実はとっても簡単な方法でピタッと止まる正しい止め方が存在しますので、ご紹介したいと思います。


【正しい鼻血の対処法】

①鼻血が出たら、慌てず落ち着きましょう。

②気持ちが落ち着いたら、1度座り、顔を上に上げずに顔をやや下向きにします。

③鼻中隔の先端部分に小指サイズの大きさまで丸めた脱脂綿を鼻の穴に詰め込み、1時間放置します。

※脱脂綿が無い場合は、親指と人差し指で小鼻の軟骨部分を上からしっかり押さえ、10分間その状態を維持しましょう。決してティッシュペーパーなどを使用して止血しないでください。ティッシュペーパーを鼻に詰めてしまうと、傷口にピッタリとくっついてしまい、剥がれなくなってしまう危険性があります。

④1時間後、鼻に詰めた脱脂綿を取り出して完了です。


小鼻を押して止血する場合は、冷たいタオルや氷で鼻を冷やすと血管が収縮するため、鼻血が止まりやすくなります。
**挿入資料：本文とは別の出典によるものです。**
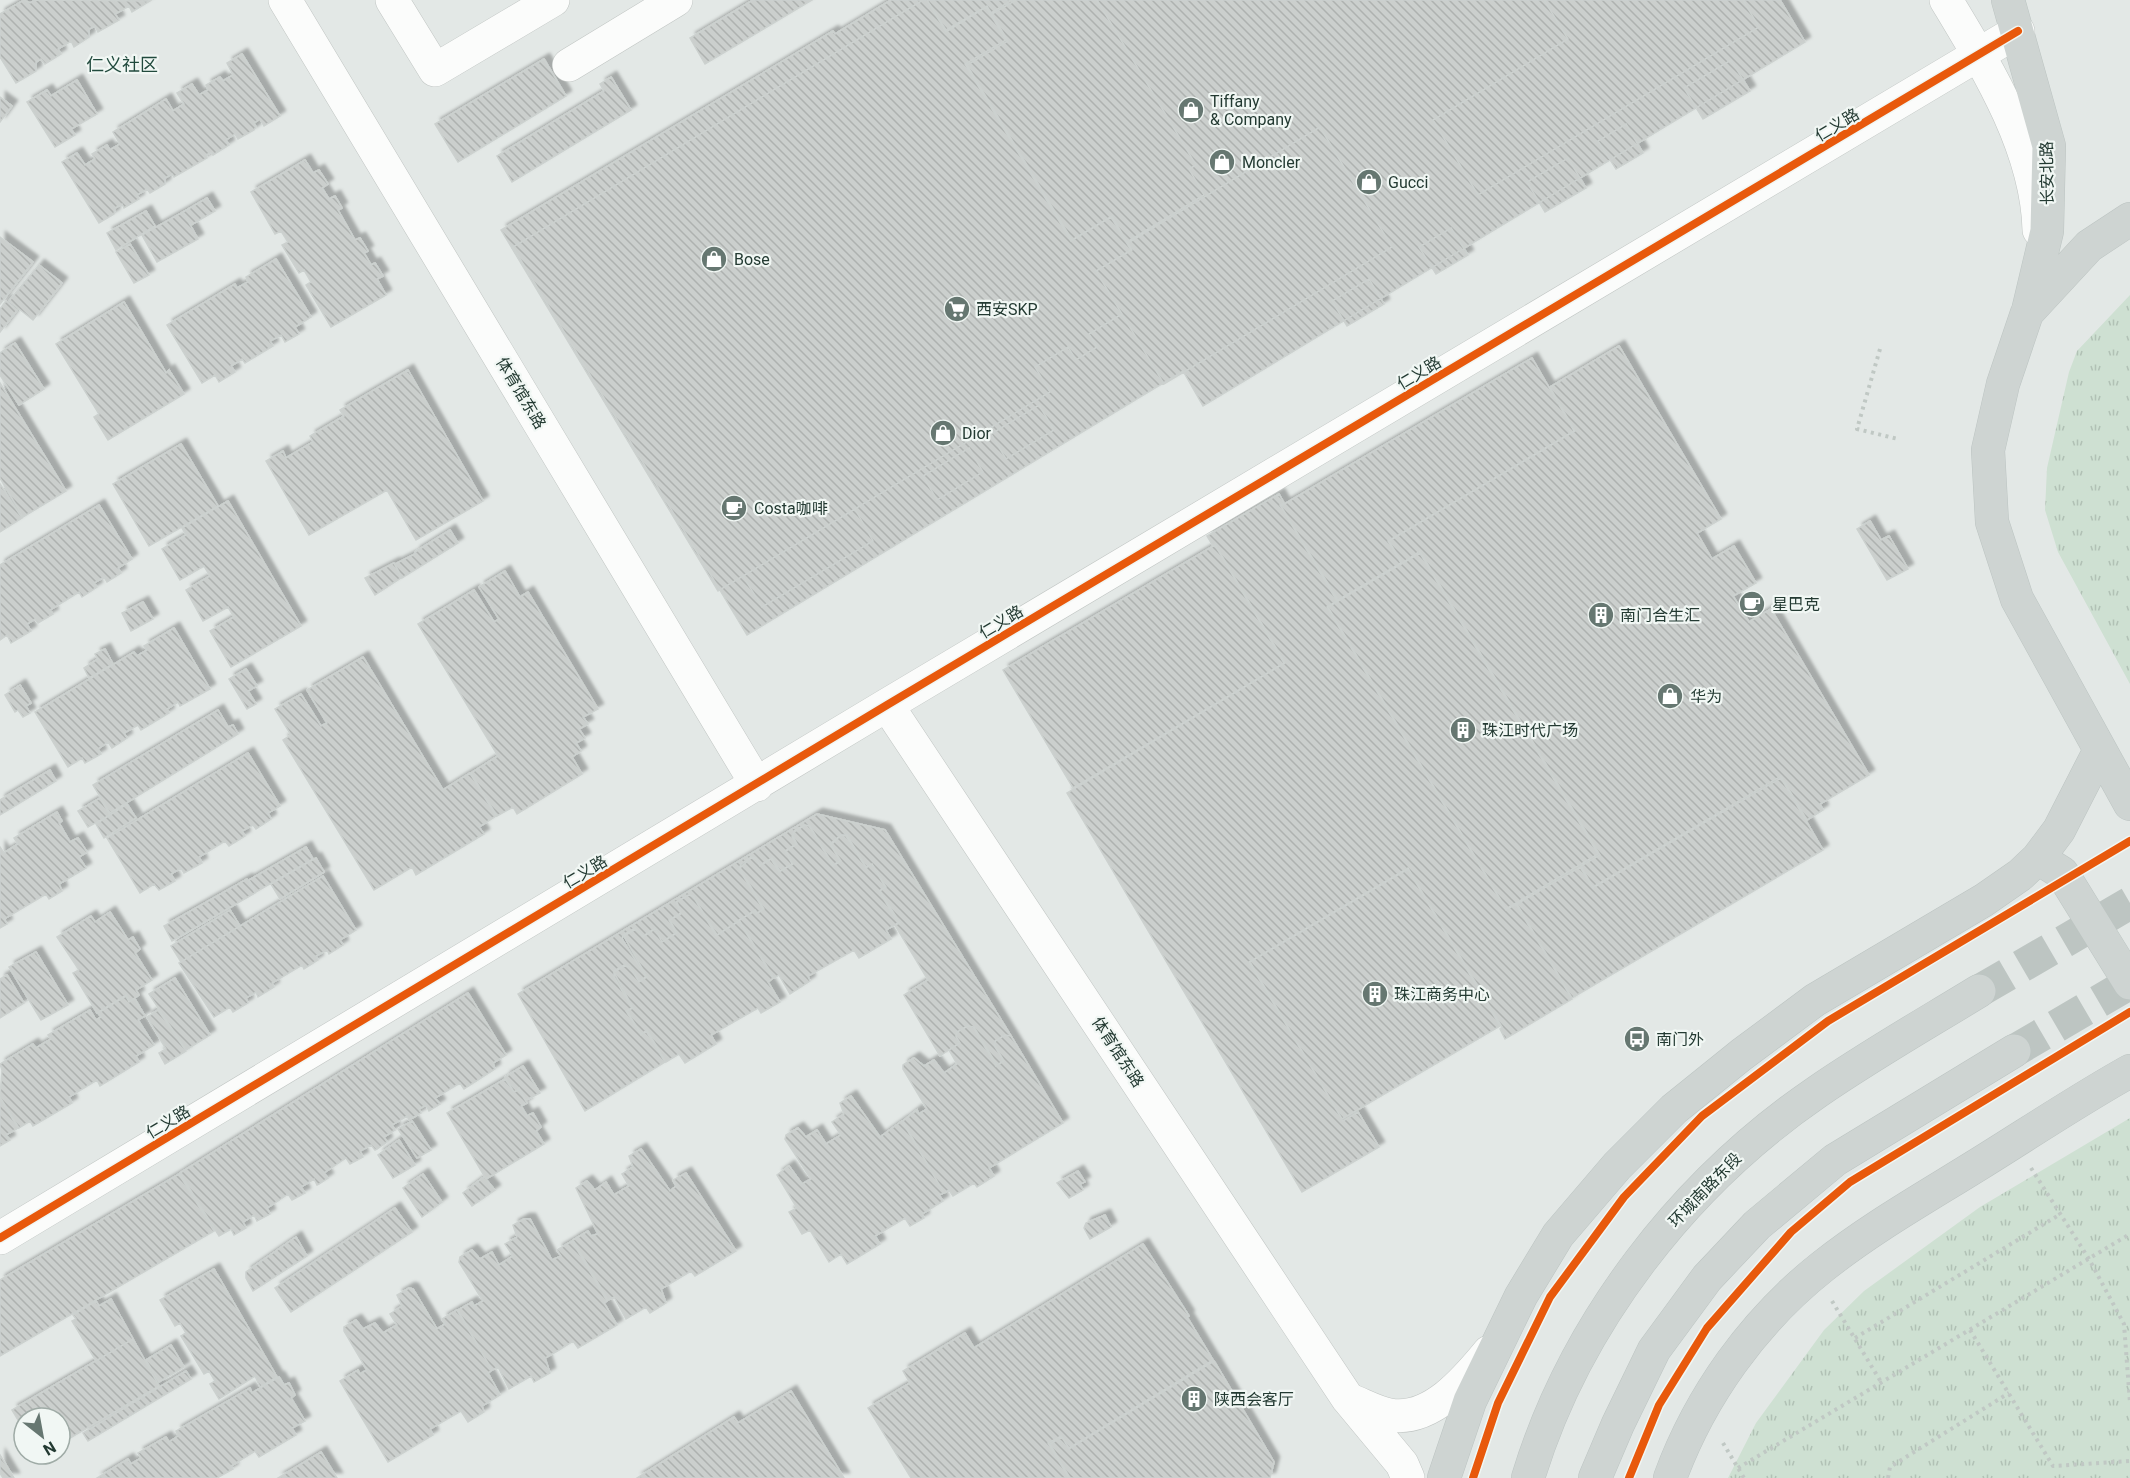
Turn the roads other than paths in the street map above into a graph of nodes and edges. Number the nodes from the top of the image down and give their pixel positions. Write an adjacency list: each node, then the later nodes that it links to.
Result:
1 (285, 0): 15 (street, 体育馆东路)
2 (392, 0): 3 (street)
3 (553, 0)
4 (676, 0): 9 (street)
5 (1946, 0): 8 (street)
6 (2008, 0): 7 (main road, 长安北路)
7 (2018, 31): 8 (street, 仁义路); 11 (main road, 长安北路)
8 (1980, 55): 11 (street); 13 (street, 仁义路)
9 (569, 65)
10 (2130, 219): 12 (main road)
11 (2039, 264): 12 (main road, 长安北路)
12 (2027, 313): 14 (main road, 长安北路)
13 (887, 705): 15 (street, 仁义路); 24 (street, 体育馆东路)
14 (2100, 750): 16 (main road, 长安北路); 17 (main road)
15 (757, 785): 22 (street, 仁义路)
16 (2130, 804)
17 (2038, 858): 18 (main road); 23 (main road)
18 (2130, 983)
19 (1979, 990): 27 (main road, 环城南路东段)
20 (2014, 1051): 28 (main road)
21 (2130, 1071): 29 (main road)
22 (0, 1238)
23 (1494, 1347): 24 (street); 26 (main road)
24 (1348, 1399): 25 (street, 体育馆东路)
25 (1408, 1478)
26 (1444, 1478)
27 (1528, 1478)
28 (1595, 1478)
29 (1670, 1478)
赤ちゃんの鼻血を止める場合は、脱脂綿を詰め込まず、親指と人差し指を使って鼻中隔の先端(キーゼルバッハ)部分を5分から10分ほど押させて止血するのがオススメです。


もしも鼻血が喉に入ってしまった場合、飲み込まずに洗面器もしくはティッシュペーパーに吐き出しましょう。誤って飲んでしまうと、喉や胃で血液が凝固したり、肺に血液が流れ込んでしまいとても危険です。絶対に飲み込まないでください。

1時間経過しても鼻血が止まらない・高血圧の薬を服用している・血液疾患を患っている・洗面器いっぱいの出血があるという場合は、とても危険な状態ですので、速やかに病院で診てもらいましょう。


まとめ

今回は鼻血の止め方についてご説明させて頂きましたが、いかがでしたでしょうか。

鼻血と言えば、日本では古くから「ニンニクをよく搗いたものを土踏まずに湿布すると止まる」「大根おろしの汁を湿らせた脱脂綿を鼻に詰めると止まる」「れんこんを生のまますりおろし、汁を鼻孔に入れると止まる」などの民間療法がありますが、現在ではあまり行われていません。


またアメリカの気管食道科学会の学会誌「Annals of Otology,Rhinology,and Laryngogy」にて、グランツマン血小板無力症の患者の鼻の穴に塩漬け豚肉の切り身(ベーコン)を詰め込んで鼻血を止める圧迫止血法を発表しました。しかし、非加熱のベーコンは衛生上好ましくないため、実用性は低いですが、様々な専門機関で鼻血の止血について研究が行われておりますので、よりスマートな鼻血の止め方が来る日も近いかもしれませんね。